We got recommendations on childcare from friends and family. We made calls, asked questions, looked up rankings when possible, and visited about six of the facilities we thought might be the best fit. Finally, we settled on a place we really liked, and where a couple of our friends had sent their children. While the hourly costs were higher, they had a pricing system that allowed us to only pay for the hours we needed and wanted: scaling up or down as needed for vacations, or working fewer hours in the office.

So we'd settled on our choice of daycare.

And then I heard an amazing short podcast on the American approach to childcare from the University of Wisconsin Institute for Research on Poverty, and why our system is so flawed.

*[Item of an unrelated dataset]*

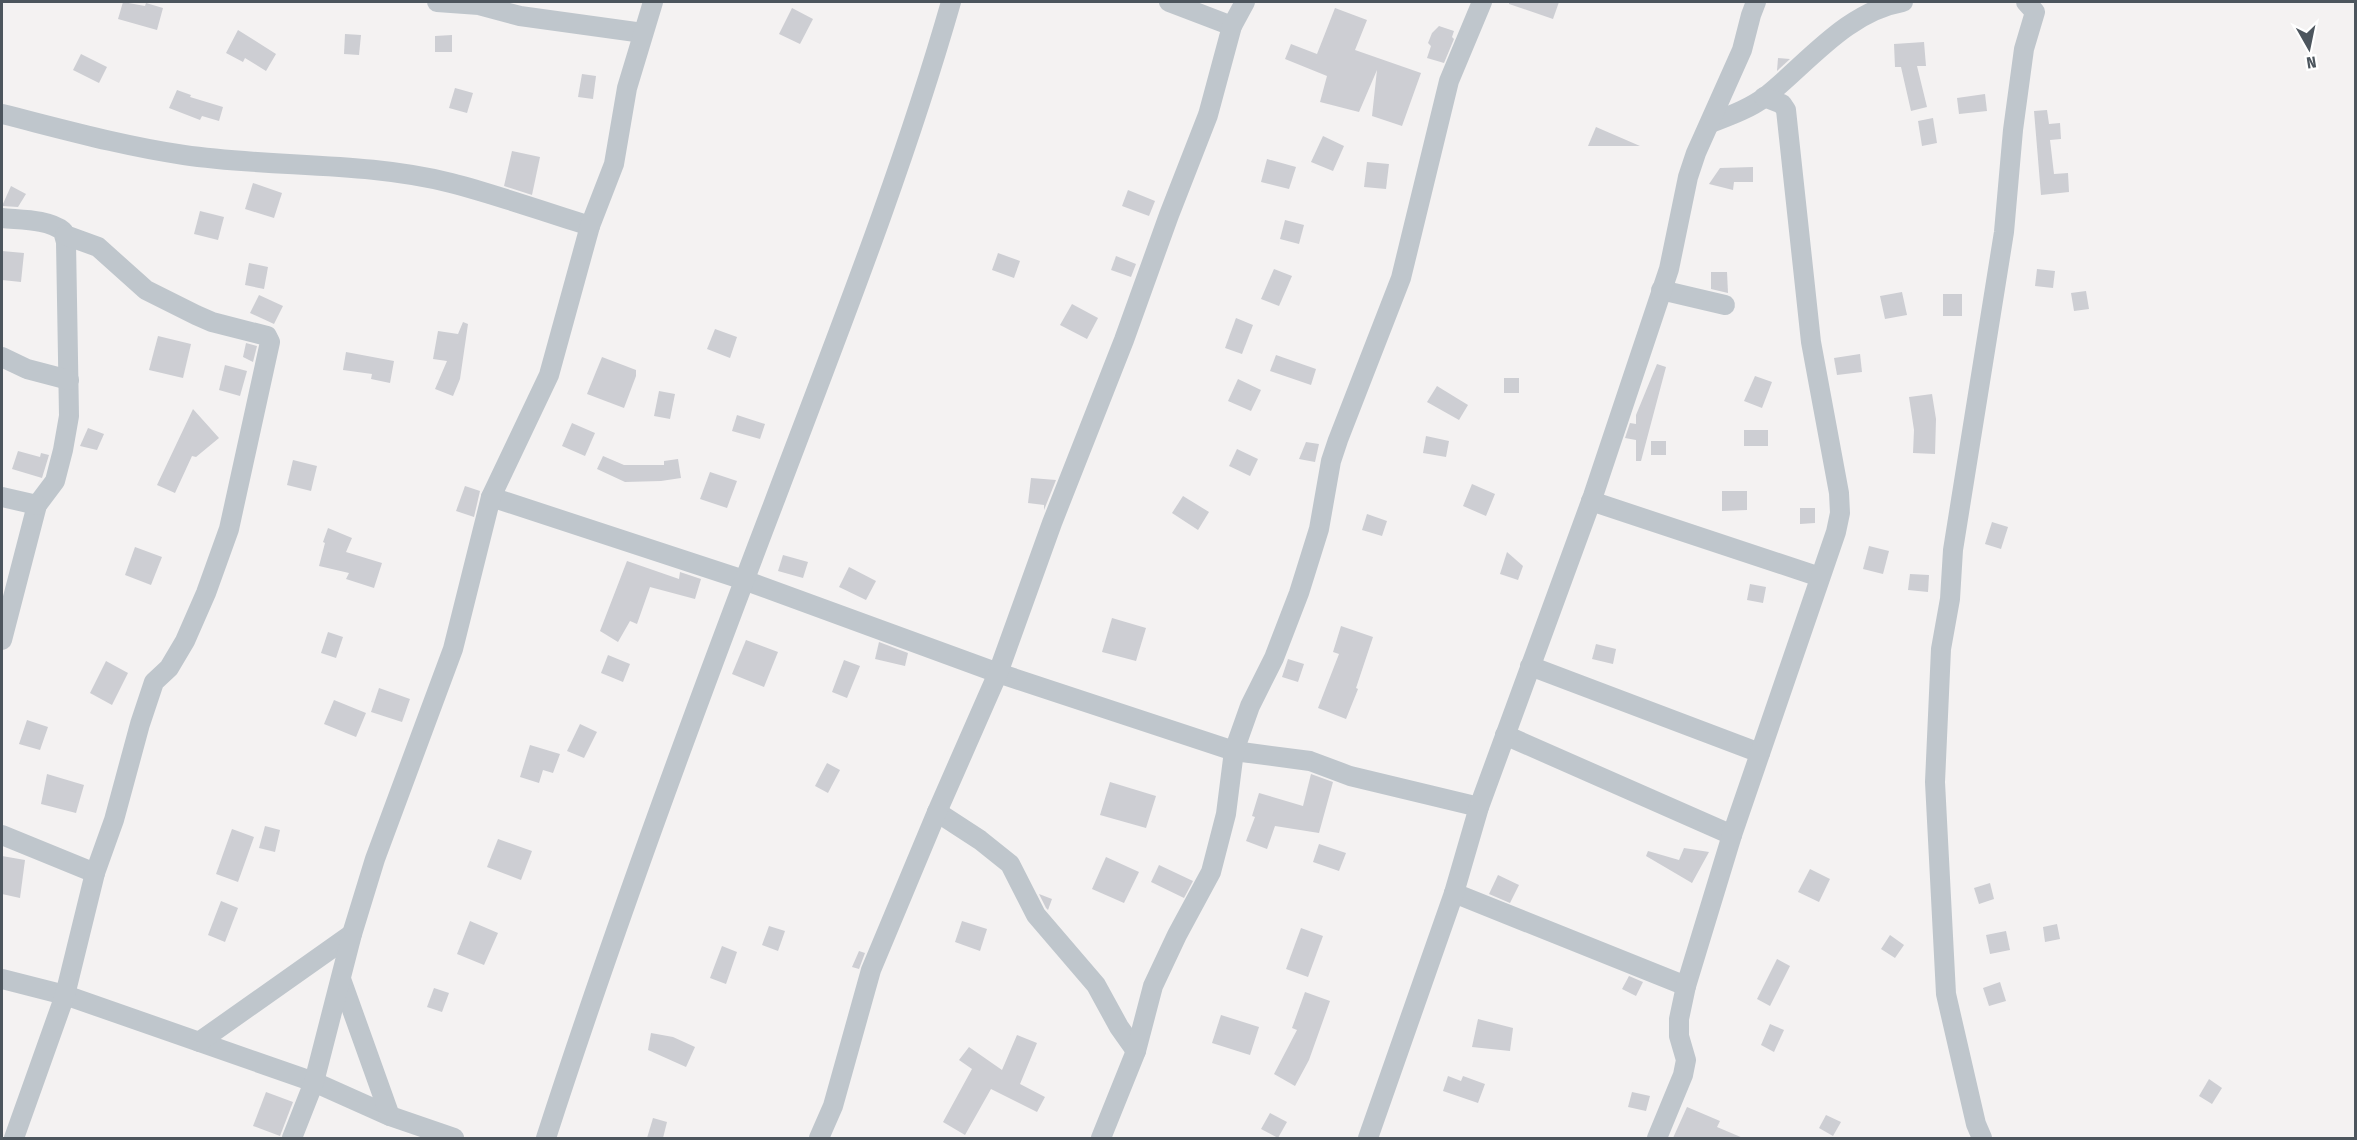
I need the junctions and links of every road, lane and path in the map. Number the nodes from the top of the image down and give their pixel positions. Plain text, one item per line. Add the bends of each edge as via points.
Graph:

So let's talk about that today: our system of caring for children, and how it might be improved.

First things first: why should parents, or we as a society, particularly care about the issue of childcare? What does it matter if childcare is expensive or whether a parent has to stay home to take care of the kid? It's just part of being a parent, right? And why not just apply that old saw of frugality and find the most affordable care you can? 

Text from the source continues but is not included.